Charles' only challenger was the autonomist duke of Aquitaine, which region backed onto Spain to the South so that once the Arabs reached NE Spain and started raiding Roussillon/ Narbonne Aquitaine was at a disadvantage and lost any real chance of being able to resist Charles, let alone overthrow him. (The main landed base of the Carolingians was right up in NE Francia, 'Austrasia' ie the Low Countries and the Rhineland.) The Arabs then overran Aquitaine in their great invasion of 732, though it is unclear if this was just a raid for plunder rather than an attempt at conquest and latter Christian writers may have played up the 'invasion' threat to make Charles' defeat of the invaders at Tours look more heroic and make the Carolingians seem the top defenders of Christendom. The war seems to have wrecked the military capacity of Aquitaine to resist the Carolingians and they has little trouble with it thereafter, though it resisted Pepin in the 760s; possibly the Arab presence and attack in 732 tipped the scales against any autonomist resistance there long-term, but the Carolingians had greater resources so were likely to win in the long term. The prestige from Charles' victory in 732 also brought a higher international reputation to a man seen earlier as a bastard and a usurper, and helped his son Pepin to persuade the Pope to dethrone the Merovingians for him - but the main impetus to that was Papal need of Frankish help against the 'heretic' Iconoclast Byzantine emperor Constantine V and the local Lombards so the Arab factor was a minor one.

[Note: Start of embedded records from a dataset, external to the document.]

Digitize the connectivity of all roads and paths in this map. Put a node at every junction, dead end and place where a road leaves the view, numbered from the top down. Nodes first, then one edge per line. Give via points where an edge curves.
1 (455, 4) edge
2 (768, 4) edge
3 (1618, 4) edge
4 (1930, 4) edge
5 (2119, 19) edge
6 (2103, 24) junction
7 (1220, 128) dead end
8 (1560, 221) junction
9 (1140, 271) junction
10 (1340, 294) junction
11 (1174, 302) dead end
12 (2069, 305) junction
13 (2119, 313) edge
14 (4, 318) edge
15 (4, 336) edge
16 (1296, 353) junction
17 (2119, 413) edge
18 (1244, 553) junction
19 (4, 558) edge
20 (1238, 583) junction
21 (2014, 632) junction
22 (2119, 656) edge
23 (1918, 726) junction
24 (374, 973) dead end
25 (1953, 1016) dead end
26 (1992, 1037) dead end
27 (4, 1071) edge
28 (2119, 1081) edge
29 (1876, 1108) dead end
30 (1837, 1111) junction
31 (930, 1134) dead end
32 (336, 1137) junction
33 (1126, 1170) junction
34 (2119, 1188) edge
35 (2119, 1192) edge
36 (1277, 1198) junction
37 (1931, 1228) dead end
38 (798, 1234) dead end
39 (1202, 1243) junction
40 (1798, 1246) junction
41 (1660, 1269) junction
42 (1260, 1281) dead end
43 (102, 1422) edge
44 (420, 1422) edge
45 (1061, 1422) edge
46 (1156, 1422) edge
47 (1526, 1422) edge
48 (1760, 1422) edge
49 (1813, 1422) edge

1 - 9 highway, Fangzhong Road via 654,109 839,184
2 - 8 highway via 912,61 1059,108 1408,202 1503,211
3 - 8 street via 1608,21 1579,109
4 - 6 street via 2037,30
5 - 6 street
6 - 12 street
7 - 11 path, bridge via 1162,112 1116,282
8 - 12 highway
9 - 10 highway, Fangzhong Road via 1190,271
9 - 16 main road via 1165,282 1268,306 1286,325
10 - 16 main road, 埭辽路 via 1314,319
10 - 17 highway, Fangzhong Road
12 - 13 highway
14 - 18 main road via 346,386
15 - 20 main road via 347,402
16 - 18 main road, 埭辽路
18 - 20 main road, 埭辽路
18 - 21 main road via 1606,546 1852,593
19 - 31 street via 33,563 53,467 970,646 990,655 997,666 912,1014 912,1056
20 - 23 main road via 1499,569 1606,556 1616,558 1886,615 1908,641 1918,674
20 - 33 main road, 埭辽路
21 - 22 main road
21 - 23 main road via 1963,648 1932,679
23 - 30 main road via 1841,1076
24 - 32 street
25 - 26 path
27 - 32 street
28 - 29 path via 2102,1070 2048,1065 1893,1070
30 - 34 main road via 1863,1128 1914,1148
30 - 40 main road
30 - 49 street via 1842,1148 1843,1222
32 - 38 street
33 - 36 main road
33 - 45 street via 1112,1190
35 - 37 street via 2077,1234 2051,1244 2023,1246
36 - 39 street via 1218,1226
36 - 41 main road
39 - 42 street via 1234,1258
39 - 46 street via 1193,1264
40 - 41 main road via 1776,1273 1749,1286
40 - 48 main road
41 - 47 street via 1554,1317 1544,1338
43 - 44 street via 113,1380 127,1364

It does beg the question, though - had Leo III and Constantine V not turned to Iconoclasm and contradicted Catholic theology on venerating icons of the saints in the 730s-740s, and/or the Byz had a stronger position against the Lombards (who took the Byz HQ in Italy, Ravenna, in 751) , would the Popes have ever called in the Franks to help them in Italy and set the way open for the Frankish conquest of Lombard N Italy in 774 and the crowning of Charlemagne as Emperor in 800? If C is not called into Italy as it's a stable Byz dependency, does he attack Spain instead?